The second reason is higher margins as drug makers can charge more for the combination even as the packaging and distribution cost typically remain that of a single drug.
Swati Piramal, director, strategic alliances, Nicholas Piramal, maintains that Indian companies have developed combinations in response to the needs of the medical community. “Doctors have often complained that patient compliance is a huge issue,” she said. “We have to understand the realities of treating chronic illnesses where patients have to take too many pills and usually end up not taking some of them, causing more harm.”
According to her, Indian companies can lead the way in proving to the world that in some cases combinations work well and could provide an alternative to some of the compliance issues that plague medical management today.

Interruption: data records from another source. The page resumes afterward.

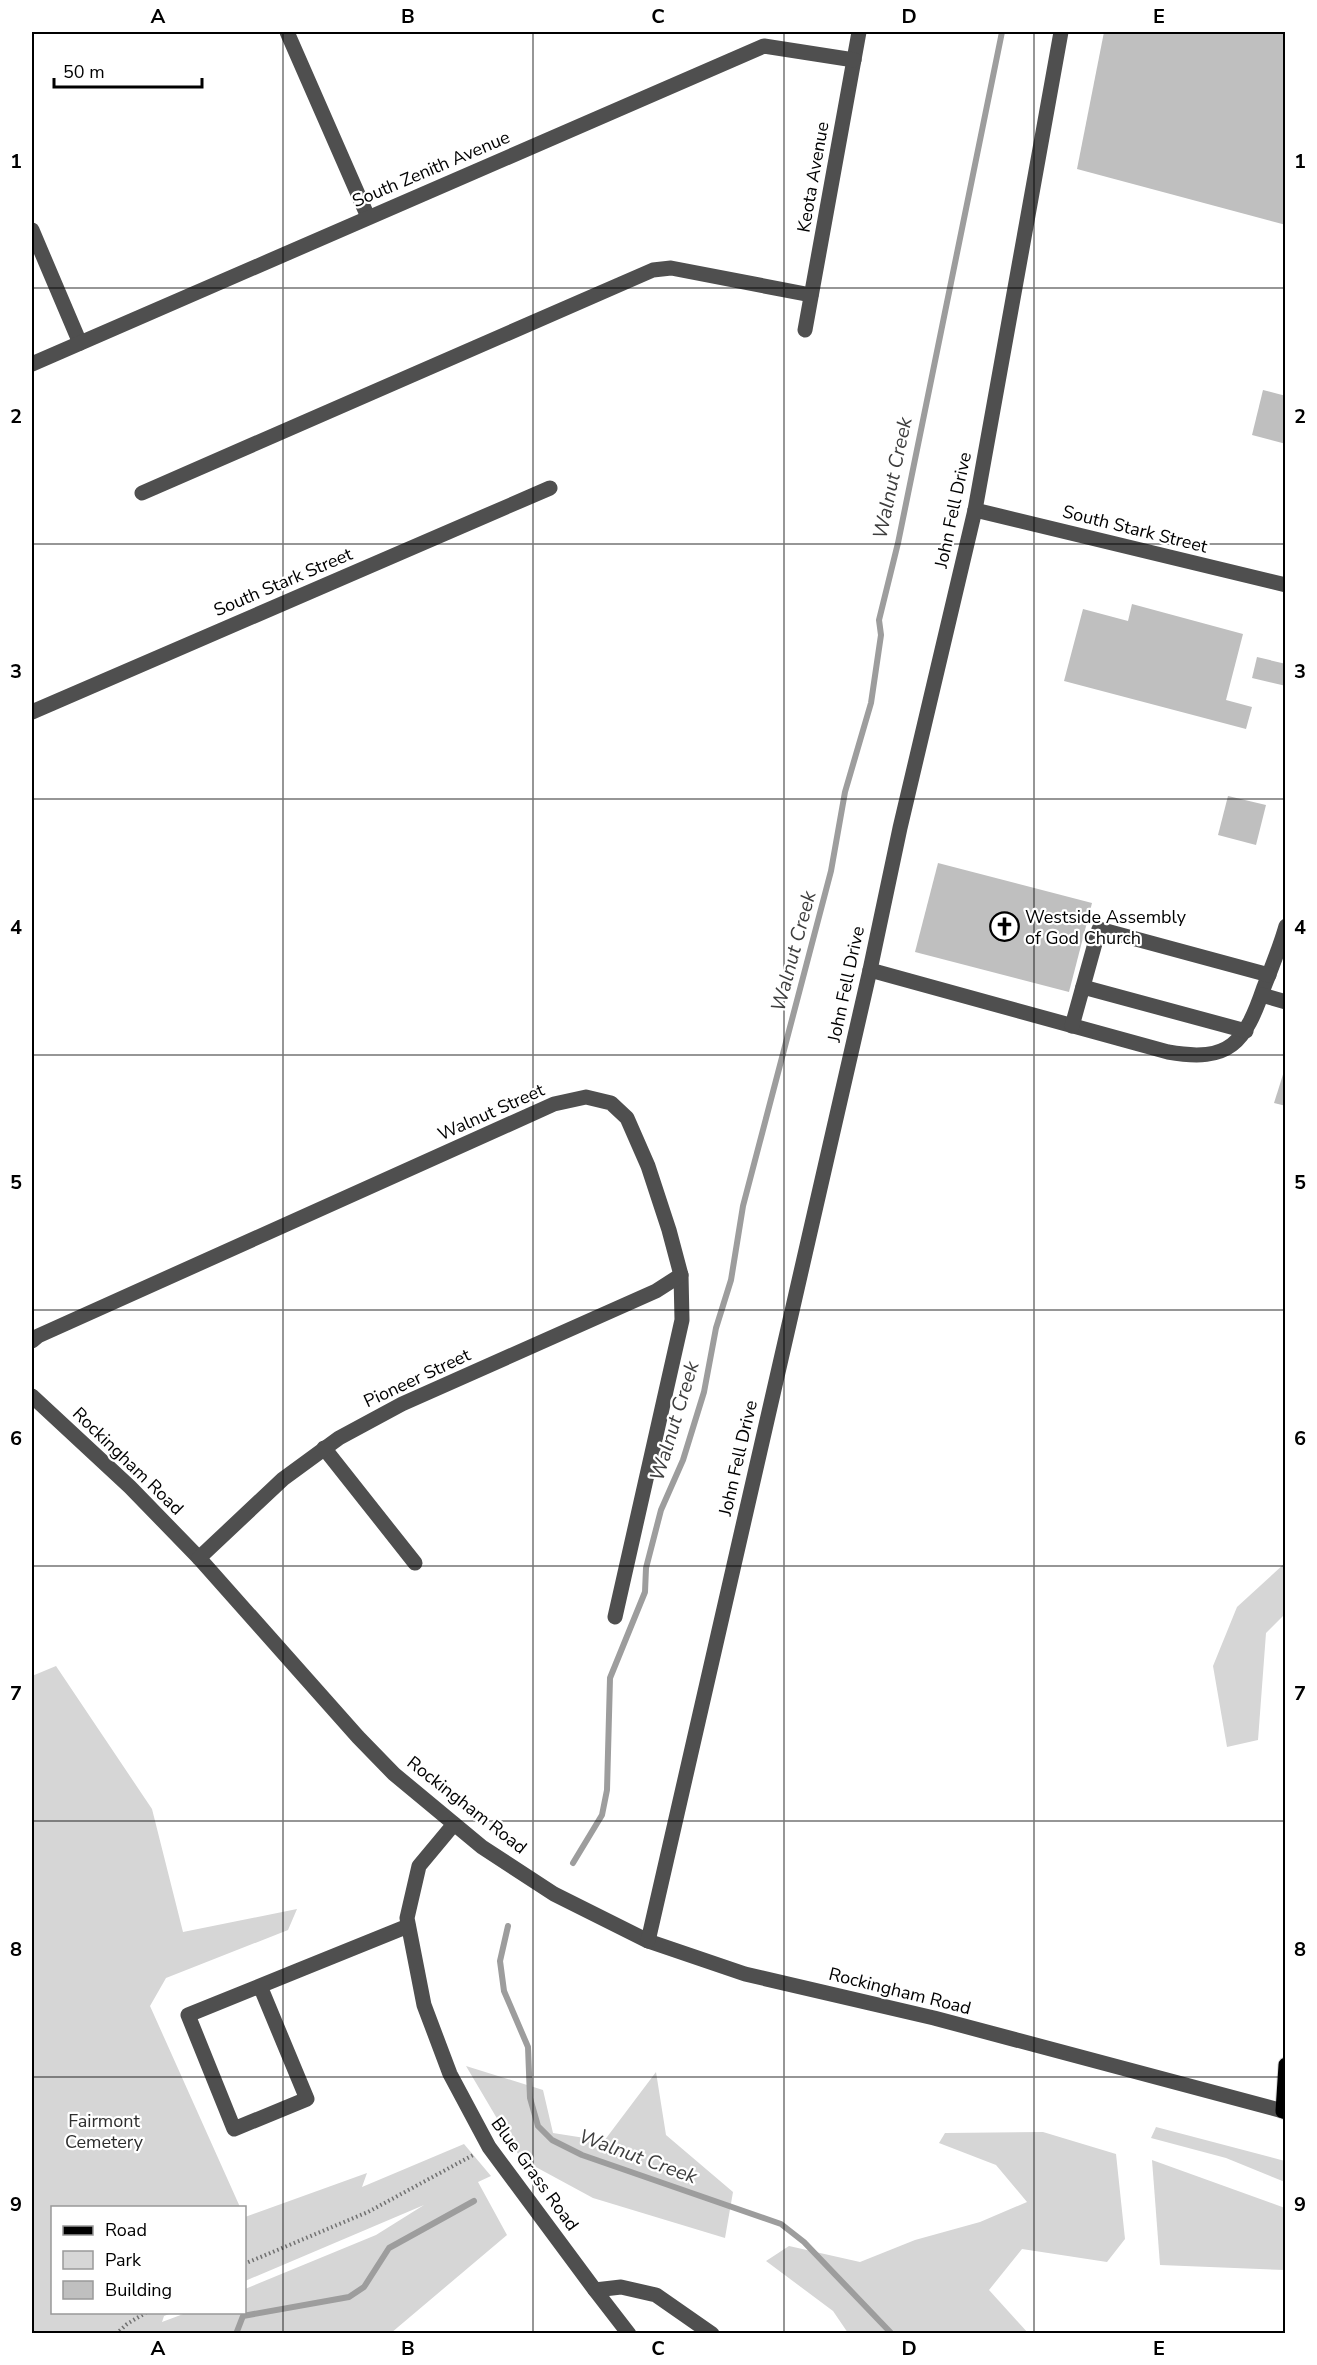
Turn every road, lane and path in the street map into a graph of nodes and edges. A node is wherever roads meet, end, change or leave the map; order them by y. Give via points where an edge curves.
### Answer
1 (287, 32) edge
2 (859, 32) edge
3 (1061, 32) edge
4 (854, 60) junction
5 (368, 217) junction
6 (32, 230) edge
7 (811, 295) junction
8 (805, 330) dead end
9 (80, 343) junction
10 (32, 364) edge
11 (550, 488) dead end
12 (142, 493) dead end
13 (975, 510) junction
14 (1286, 585) edge
15 (32, 712) edge
16 (1285, 932) edge
17 (870, 969) junction
18 (1269, 975) junction
19 (1083, 987) junction
20 (1262, 994) junction
21 (1286, 1002) edge
22 (1072, 1026) junction
23 (1246, 1030) junction
24 (681, 1275) junction
25 (32, 1341) edge
26 (32, 1396) edge
27 (324, 1448) junction
28 (198, 1558) junction
29 (415, 1563) dead end
30 (615, 1617) dead end
31 (454, 1824) junction
32 (408, 1926) junction
33 (648, 1941) junction
34 (260, 1986) junction
35 (1286, 2065) edge
36 (1284, 2112) edge
37 (489, 2147) junction
38 (246, 2263) edge
39 (595, 2290) junction
40 (145, 2314) edge
41 (116, 2334) edge
42 (629, 2334) edge
43 (712, 2334) edge

1 - 5 street
2 - 4 street, Keota Avenue
3 - 13 street, John Fell Drive
4 - 5 street, South Zenith Avenue via 764,46
4 - 7 street, Keota Avenue
5 - 9 street, South Zenith Avenue
6 - 9 street
7 - 8 street, Keota Avenue
7 - 12 street via 671,268 653,270
9 - 10 street, South Zenith Avenue
11 - 15 street, South Stark Street
13 - 14 street, South Stark Street
13 - 17 street, John Fell Drive
16 - 18 street
17 - 22 street
17 - 33 street, John Fell Drive
18 - 19 street via 1099,929
18 - 20 street
19 - 22 street
19 - 23 street
20 - 21 street
20 - 23 street
22 - 23 street via 1193,1057 1232,1046
24 - 25 street, Walnut Street via 648,1166 627,1118 611,1103 586,1097 554,1104
24 - 27 street, Pioneer Street via 656,1291 402,1404
24 - 30 street, Walnut Street via 682,1320
26 - 28 street, Rockingham Road via 130,1487
27 - 28 street, Pioneer Street via 283,1479
27 - 29 street
28 - 31 street, Rockingham Road via 358,1737 394,1774
31 - 32 street, Blue Grass Road via 419,1866
31 - 33 street, Rockingham Road via 554,1894
32 - 34 street
32 - 37 street, Blue Grass Road via 424,2005 450,2074
33 - 36 street, Rockingham Road via 745,1974 934,2018
34 - 34 street via 188,2015 234,2129 307,2099
35 - 36 main road
37 - 38 path via 368,2212
37 - 39 street, Blue Grass Road
39 - 42 street, Blue Grass Road
39 - 43 street via 621,2287 656,2295
40 - 41 path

Most of the drug makers who are active in this market segment and contacted by Mint declined to comment on the regulator’s move.
As per current drug regulatory system in India, any new drug to be launched in the country has to be approved by DGCI. At the time of new drug approval, the central department requires detailed safety and efficacy data submitted by the drug maker after completing the mandatory clinical trials, bio-equivalence and bioavailability studies. Following this, the state drug control departments issue manufacturing licences for those drugs.
However, the states can issue manufacturing licences to any drug after four years of its first approval in the country without a mandatory clearance from the drug controller no matter where such drugs are sold. Since the state drug controllers are appointed by respective state governments, the drug controller has no direct power to take penal actions against the state departments for any alleged wrongdoing.
“This is the key reason for introducing a single licensing body for drugs in the country by setting up the proposed Central Drug Authority,” says Venkateswarlu.
Says Chandra Gulhati, editor of MIMS India, a drug reference index for physicians: “The fixed-dose combination problem finds its genesis in the government’s move to promote the small-scale industry in the 1970s. While it was fine to promote the growth of small-scale industries for other sectors, extending those benefits to the pharmaceutical industry has been disastrous,” says Dr Gulhati, who has been spearheading the cause of banning these drugs saying that no other country has these drugs.
“If DCGI is serious and implements this, it will wipe out many of the small sector companies that survived purely on marketing these drugs.”
Sampada Patvardhan, director of drug information centre, Maharashtra State Pharmacy Council, believes it is possible for fixed-dose combinations to be created in such a way that it will not be harmful and may be even more beneficial than the individual drugs.
“The Indian drug industry is quite advanced in its formulation technology,” says Dr Patvardhan. “It can develop combinations using certain coatings to enable them to be different entities within a single formulation.”
“Many irrational fixed-dose combinations have been around in the Indian market for a while now,” adds Urmila Thatte, head, department of clinical pharmacology at BYL Nair Hospital and Research Centre in Mumbai. “In principle, most drugs should not be put in combinations because this could create more problems than they could solve. The drugs may interact with each other, or may interact with food. They may even cause adverse reactions and a physician may find it impossible to identify which drug has caused it.”
“Implementation of rules targeting irrational fixed-dose combinations may be a little tricky now as health is a state subject,” adds Dr Thatte. “The authorities at the Centre will have to ensure that all states agree to tackle the issue and also actually implement the rules. Also, it is not fair to tar all combinations with the same brush. In some cases, combinations may not be harmful and may even be desirable—such as anti-TB drugs, where patient compliance is improved, or oral contraceptives, where a combination works better than a single drug.”